Member of the Senate
- Incumbent
- Assumed office 23 September 2025
- Preceded by: Jan Anthonie Bruijn

Personal details
- Born: 28 August 1977 (age 48) Quetta, Pakistan
- Party: VVD
- Spouse: Walid ​ ​(m. 2002; ann. 2010)​
- Occupation: Activist; politician;

= Shirin Musa =

Pakistani-born Dutch women's rights activist and politician

Shirin Musa (born 28 August 1977) is a Pakistani-born Dutch politician and women's rights activist who is the founder of Femmes for Freedom.

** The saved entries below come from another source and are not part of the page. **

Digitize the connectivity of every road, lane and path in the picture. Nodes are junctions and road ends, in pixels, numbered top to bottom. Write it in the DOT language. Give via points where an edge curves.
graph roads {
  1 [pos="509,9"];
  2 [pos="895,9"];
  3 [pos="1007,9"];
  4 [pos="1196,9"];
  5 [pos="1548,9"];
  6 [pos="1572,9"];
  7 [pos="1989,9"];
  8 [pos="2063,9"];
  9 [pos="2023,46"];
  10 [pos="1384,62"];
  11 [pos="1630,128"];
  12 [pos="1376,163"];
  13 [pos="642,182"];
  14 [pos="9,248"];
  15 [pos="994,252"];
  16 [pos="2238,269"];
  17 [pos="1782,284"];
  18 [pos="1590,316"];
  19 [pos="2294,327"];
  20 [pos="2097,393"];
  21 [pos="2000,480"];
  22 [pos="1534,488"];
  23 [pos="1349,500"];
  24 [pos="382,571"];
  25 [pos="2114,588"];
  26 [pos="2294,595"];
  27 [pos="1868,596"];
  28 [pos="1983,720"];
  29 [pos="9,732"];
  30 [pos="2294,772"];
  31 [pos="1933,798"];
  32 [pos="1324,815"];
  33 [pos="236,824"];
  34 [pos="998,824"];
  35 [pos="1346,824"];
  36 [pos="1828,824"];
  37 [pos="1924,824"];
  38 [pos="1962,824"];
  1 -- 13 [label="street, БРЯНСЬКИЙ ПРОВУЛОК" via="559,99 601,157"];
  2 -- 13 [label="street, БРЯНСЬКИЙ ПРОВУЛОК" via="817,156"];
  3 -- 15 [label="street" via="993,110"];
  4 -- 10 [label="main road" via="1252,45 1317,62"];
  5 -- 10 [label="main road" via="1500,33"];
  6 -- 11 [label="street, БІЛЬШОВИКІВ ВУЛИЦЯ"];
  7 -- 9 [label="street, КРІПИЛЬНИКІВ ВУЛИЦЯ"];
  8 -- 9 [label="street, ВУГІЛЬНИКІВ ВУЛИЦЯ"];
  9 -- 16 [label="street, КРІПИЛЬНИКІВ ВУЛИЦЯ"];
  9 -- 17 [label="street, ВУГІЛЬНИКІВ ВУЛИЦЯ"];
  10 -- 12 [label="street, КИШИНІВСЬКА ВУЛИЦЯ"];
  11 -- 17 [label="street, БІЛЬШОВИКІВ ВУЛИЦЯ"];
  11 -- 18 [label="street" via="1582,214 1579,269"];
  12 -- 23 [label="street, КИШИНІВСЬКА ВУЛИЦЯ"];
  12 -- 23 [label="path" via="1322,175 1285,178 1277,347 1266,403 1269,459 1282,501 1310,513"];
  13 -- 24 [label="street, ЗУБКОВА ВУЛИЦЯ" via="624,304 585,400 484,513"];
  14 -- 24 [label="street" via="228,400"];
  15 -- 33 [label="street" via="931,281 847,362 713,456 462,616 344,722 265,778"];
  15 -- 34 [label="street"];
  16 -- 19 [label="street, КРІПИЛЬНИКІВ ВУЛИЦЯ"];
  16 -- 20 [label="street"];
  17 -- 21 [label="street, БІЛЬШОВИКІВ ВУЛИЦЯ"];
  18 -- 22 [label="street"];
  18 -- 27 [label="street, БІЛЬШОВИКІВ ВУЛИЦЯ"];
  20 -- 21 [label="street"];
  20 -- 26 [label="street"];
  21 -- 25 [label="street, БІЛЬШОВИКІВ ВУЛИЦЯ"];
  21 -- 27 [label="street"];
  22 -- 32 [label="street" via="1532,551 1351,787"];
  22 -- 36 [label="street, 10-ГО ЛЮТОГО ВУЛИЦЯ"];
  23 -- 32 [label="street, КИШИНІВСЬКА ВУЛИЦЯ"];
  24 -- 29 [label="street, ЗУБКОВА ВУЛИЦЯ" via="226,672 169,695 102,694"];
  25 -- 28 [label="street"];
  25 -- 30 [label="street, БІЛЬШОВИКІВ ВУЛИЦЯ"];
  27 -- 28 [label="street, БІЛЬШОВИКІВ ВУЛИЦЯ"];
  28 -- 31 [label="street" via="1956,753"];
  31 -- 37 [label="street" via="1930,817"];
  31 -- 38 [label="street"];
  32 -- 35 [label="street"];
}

She has introduced the concept of marital captivity to Dutch society.

== Political career ==
Following the stepping down of Jan Anthonie Bruijn, Musa was sworn into the Senate on 23 September 2025, on behalf of the conservative-liberal People's Party for Freedom and Democracy (VVD).

== Personal life ==
Musa was born in Quetta, the capital city of the Pakistani province Balochistan, and came to the Netherlands as a baby.

Musa married a Dutch Pakistani. In 2002 they married under the Dutch law, and in 2005 they had their religious marriage. They separated in 2008. On 9 December 2010, a judge ended her religious marriage, after a long struggle with her husband who refused to cooperate.